▶ [Assignment]: Search the data for the string "roads" and extract every line where it appears.

▶ [Dataset entries]:
+--
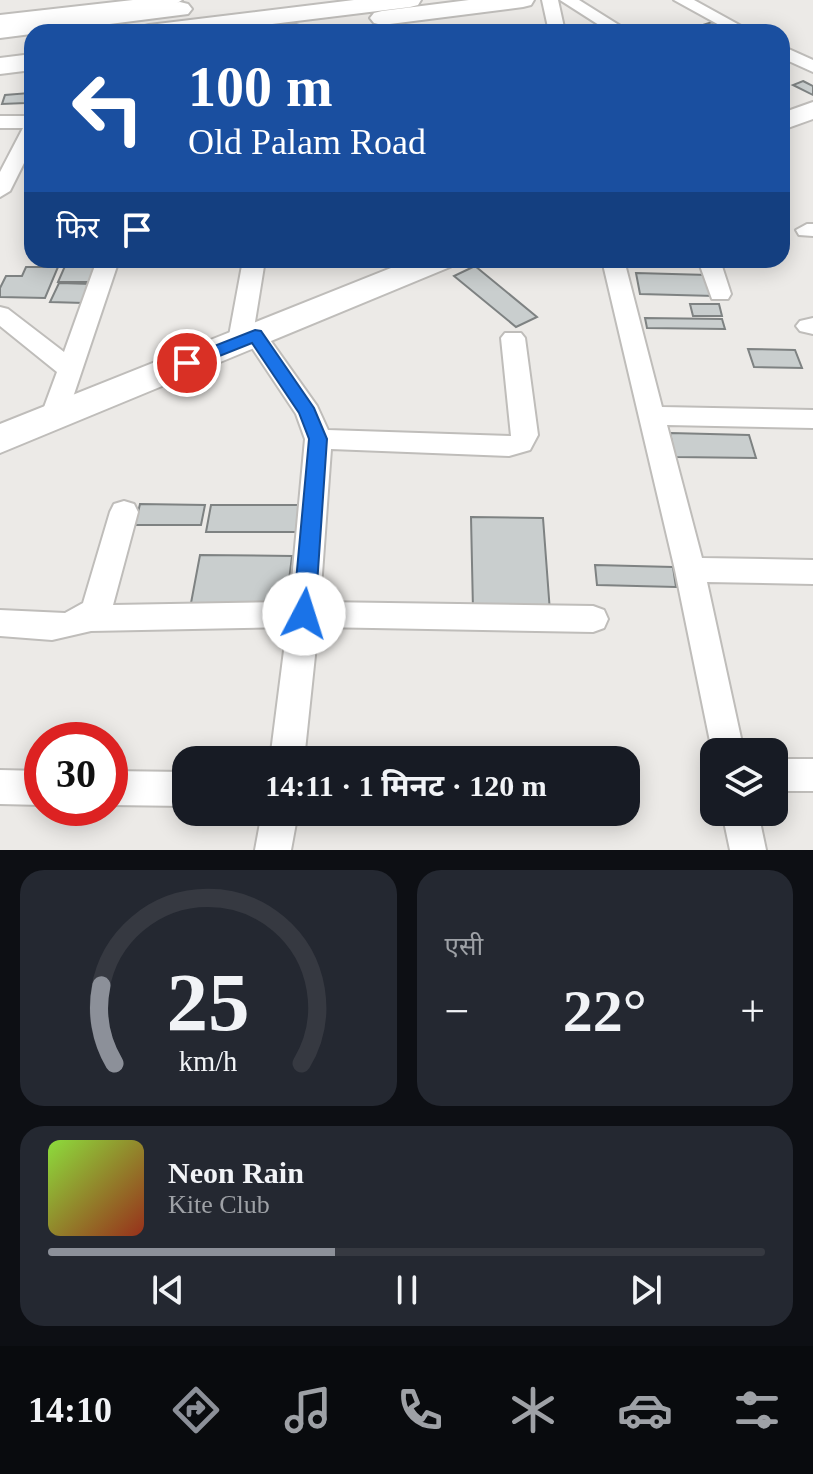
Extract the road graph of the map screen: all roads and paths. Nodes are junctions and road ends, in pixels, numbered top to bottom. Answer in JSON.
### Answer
{"nodes":[{"id":1,"x":174,"y":0,"type":"edge"},
{"id":2,"x":257,"y":0,"type":"edge"},
{"id":3,"x":410,"y":0,"type":"edge"},
{"id":4,"x":523,"y":0,"type":"edge"},
{"id":5,"x":550,"y":0,"type":"edge"},
{"id":6,"x":568,"y":0,"type":"edge"},
{"id":7,"x":682,"y":0,"type":"edge"},
{"id":8,"x":0,"y":20,"type":"edge"},
{"id":9,"x":58,"y":24,"type":"edge"},
{"id":10,"x":214,"y":24,"type":"edge"},
{"id":11,"x":339,"y":24,"type":"edge"},
{"id":12,"x":555,"y":24,"type":"edge"},
{"id":13,"x":608,"y":24,"type":"edge"},
{"id":14,"x":728,"y":24,"type":"edge"},
{"id":15,"x":24,"y":28,"type":"edge"},
{"id":16,"x":0,"y":31,"type":"edge"},
{"id":17,"x":24,"y":47,"type":"edge"},
{"id":18,"x":0,"y":50,"type":"edge"},
{"id":19,"x":790,"y":55,"type":"edge"},
{"id":20,"x":24,"y":63,"type":"edge"},
{"id":21,"x":0,"y":66,"type":"edge"},
{"id":22,"x":813,"y":67,"type":"edge"},
{"id":23,"x":813,"y":110,"type":"edge"},
{"id":24,"x":790,"y":119,"type":"edge"},
{"id":25,"x":0,"y":122,"type":"edge"},
{"id":26,"x":24,"y":122,"type":"edge"},
{"id":27,"x":24,"y":144,"type":"edge"},
{"id":28,"x":0,"y":191,"type":"edge"},
{"id":29,"x":105,"y":268,"type":"edge"},
{"id":30,"x":253,"y":268,"type":"edge"},
{"id":31,"x":419,"y":268,"type":"edge"},
{"id":32,"x":615,"y":268,"type":"edge"},
{"id":33,"x":712,"y":268,"type":"edge"},
{"id":34,"x":720,"y":294,"type":"dead end"},
{"id":35,"x":0,"y":314,"type":"edge"},
{"id":36,"x":248,"y":338,"type":"junction"},
{"id":37,"x":513,"y":338,"type":"dead end"},
{"id":38,"x":70,"y":370,"type":"junction"},
{"id":39,"x":652,"y":416,"type":"junction"},
{"id":40,"x":53,"y":418,"type":"junction"},
{"id":41,"x":813,"y":419,"type":"edge"},
{"id":42,"x":0,"y":439,"type":"edge"},
{"id":43,"x":318,"y":439,"type":"junction"},
{"id":44,"x":124,"y":512,"type":"dead end"},
{"id":45,"x":690,"y":570,"type":"junction"},
{"id":46,"x":813,"y":572,"type":"edge"},
{"id":47,"x":304,"y":614,"type":"junction"},
{"id":48,"x":89,"y":618,"type":"junction"},
{"id":49,"x":593,"y":619,"type":"dead end"},
{"id":50,"x":0,"y":623,"type":"edge"},
{"id":51,"x":724,"y":738,"type":"edge"},
{"id":52,"x":289,"y":746,"type":"edge"},
{"id":53,"x":788,"y":775,"type":"edge"},
{"id":54,"x":813,"y":775,"type":"edge"},
{"id":55,"x":0,"y":787,"type":"edge"},
{"id":56,"x":24,"y":788,"type":"edge"},
{"id":57,"x":128,"y":788,"type":"edge"},
{"id":58,"x":172,"y":789,"type":"edge"},
{"id":59,"x":277,"y":826,"type":"edge"},
{"id":60,"x":743,"y":826,"type":"edge"},
{"id":61,"x":273,"y":850,"type":"edge"},
{"id":62,"x":748,"y":850,"type":"edge"}],
"edges":[{"from":1,"to":8,"type":"street"},
{"from":2,"to":9,"type":"street"},
{"from":3,"to":10,"type":"street"},
{"from":4,"to":11,"type":"street"},
{"from":5,"to":12,"type":"street"},
{"from":6,"to":13,"type":"street"},
{"from":7,"to":14,"type":"street"},
{"from":15,"to":16,"type":"street"},
{"from":17,"to":18,"type":"street"},
{"from":19,"to":22,"type":"street"},
{"from":20,"to":21,"type":"street"},
{"from":23,"to":24,"type":"street"},
{"from":25,"to":26,"type":"street"},
{"from":27,"to":28,"type":"street"},
{"from":29,"to":38,"type":"street"},
{"from":30,"to":36,"type":"street"},
{"from":31,"to":36,"type":"street"},
{"from":32,"to":39,"type":"street"},
{"from":33,"to":34,"type":"street"},
{"from":35,"to":38,"type":"street"},
{"from":36,"to":40,"type":"street"},
{"from":36,"to":43,"type":"street"},
{"from":37,"to":43,"type":"street"},
{"from":38,"to":40,"type":"street"},
{"from":39,"to":41,"type":"street"},
{"from":39,"to":45,"type":"street"},
{"from":40,"to":42,"type":"street"},
{"from":43,"to":47,"type":"street"},
{"from":44,"to":48,"type":"street"},
{"from":45,"to":46,"type":"street"},
{"from":45,"to":51,"type":"street"},
{"from":47,"to":48,"type":"street"},
{"from":47,"to":49,"type":"street"},
{"from":47,"to":52,"type":"street"},
{"from":48,"to":50,"type":"street"},
{"from":53,"to":54,"type":"street"},
{"from":55,"to":56,"type":"street"},
{"from":57,"to":58,"type":"street"},
{"from":59,"to":61,"type":"street"},
{"from":60,"to":62,"type":"street"}]}
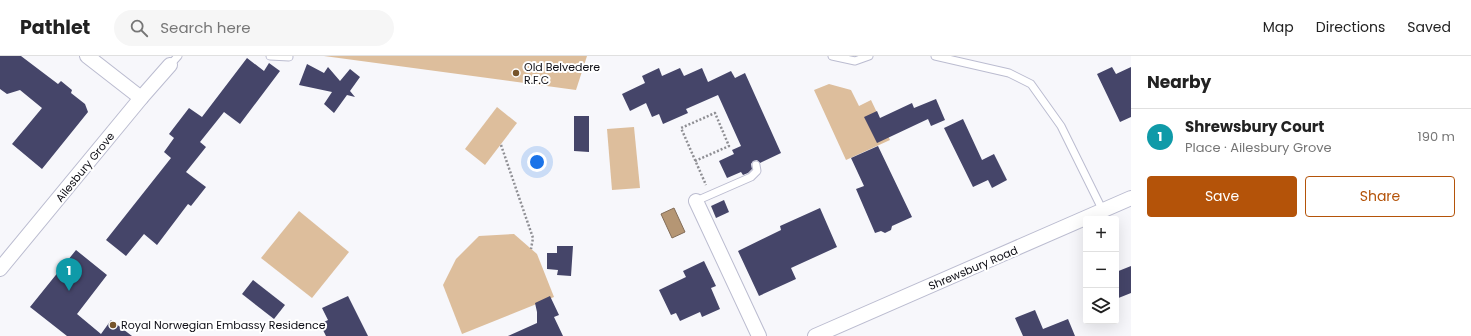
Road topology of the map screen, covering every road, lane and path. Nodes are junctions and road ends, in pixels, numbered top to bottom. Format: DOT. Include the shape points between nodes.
graph roads {
  1 [pos="87,56"];
  2 [pos="270,56"];
  3 [pos="832,56"];
  4 [pos="869,56"];
  5 [pos="934,56"];
  6 [pos="289,57"];
  7 [pos="174,61"];
  8 [pos="141,98"];
  9 [pos="501,145"];
  10 [pos="695,161"];
  11 [pos="756,165"];
  12 [pos="710,194"];
  13 [pos="1131,198"];
  14 [pos="696,201"];
  15 [pos="1103,211"];
  16 [pos="531,249"];
  17 [pos="0,269"];
  18 [pos="759,336"];
  19 [pos="815,336"];
  1 -- 8 [label="street"];
  2 -- 6 [label="lane"];
  3 -- 4 [label="lane" via="855,61"];
  5 -- 15 [label="lane" via="1009,73 1031,84 1061,126"];
  7 -- 8 [label="street, Ailesbury Grove"];
  8 -- 17 [label="street, Ailesbury Grove"];
  9 -- 16 [label="path" via="533,238"];
  10 -- 10 [label="path" via="681,128 715,113 729,146"];
  10 -- 12 [label="path"];
  11 -- 12 [label="lane" via="757,171 751,177"];
  12 -- 14 [label="lane"];
  13 -- 15 [label="street, Shrewsbury Road"];
  14 -- 18 [label="street"];
  15 -- 19 [label="street, Shrewsbury Road"];
}
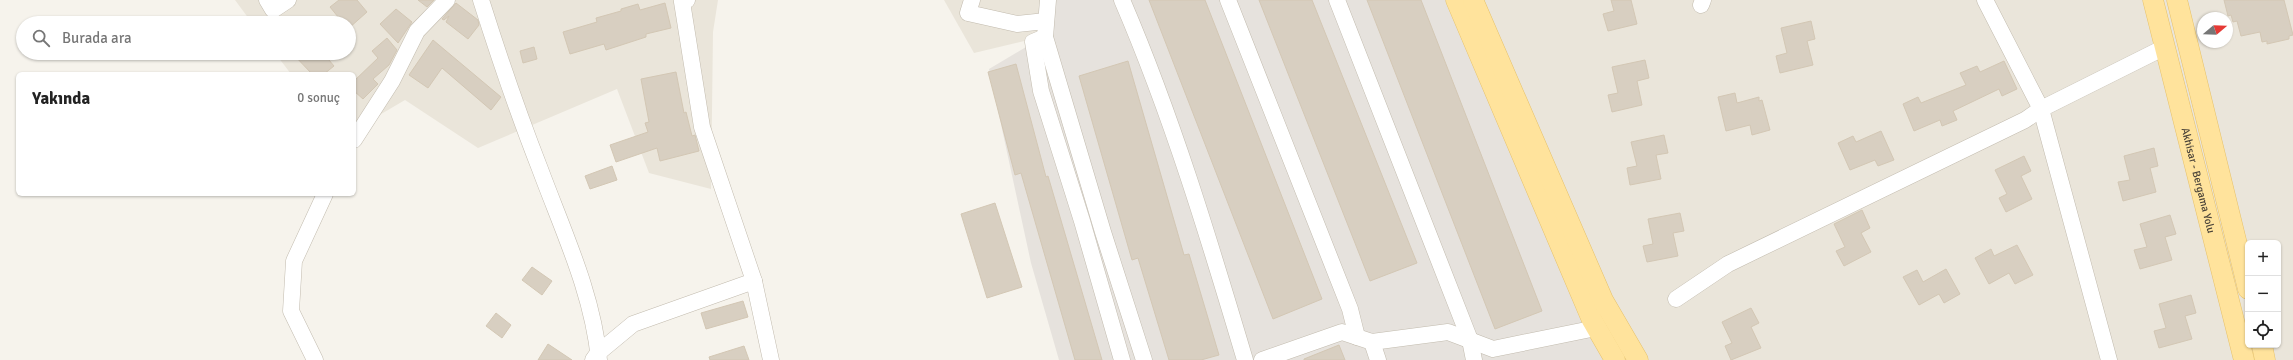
+--
▶ [Solution for this exercise]:
Extract the road graph of the map screen: all roads and paths. Nodes are junctions and road ends, in pixels, numbered top to bottom. Answer in JSON.
graph roads {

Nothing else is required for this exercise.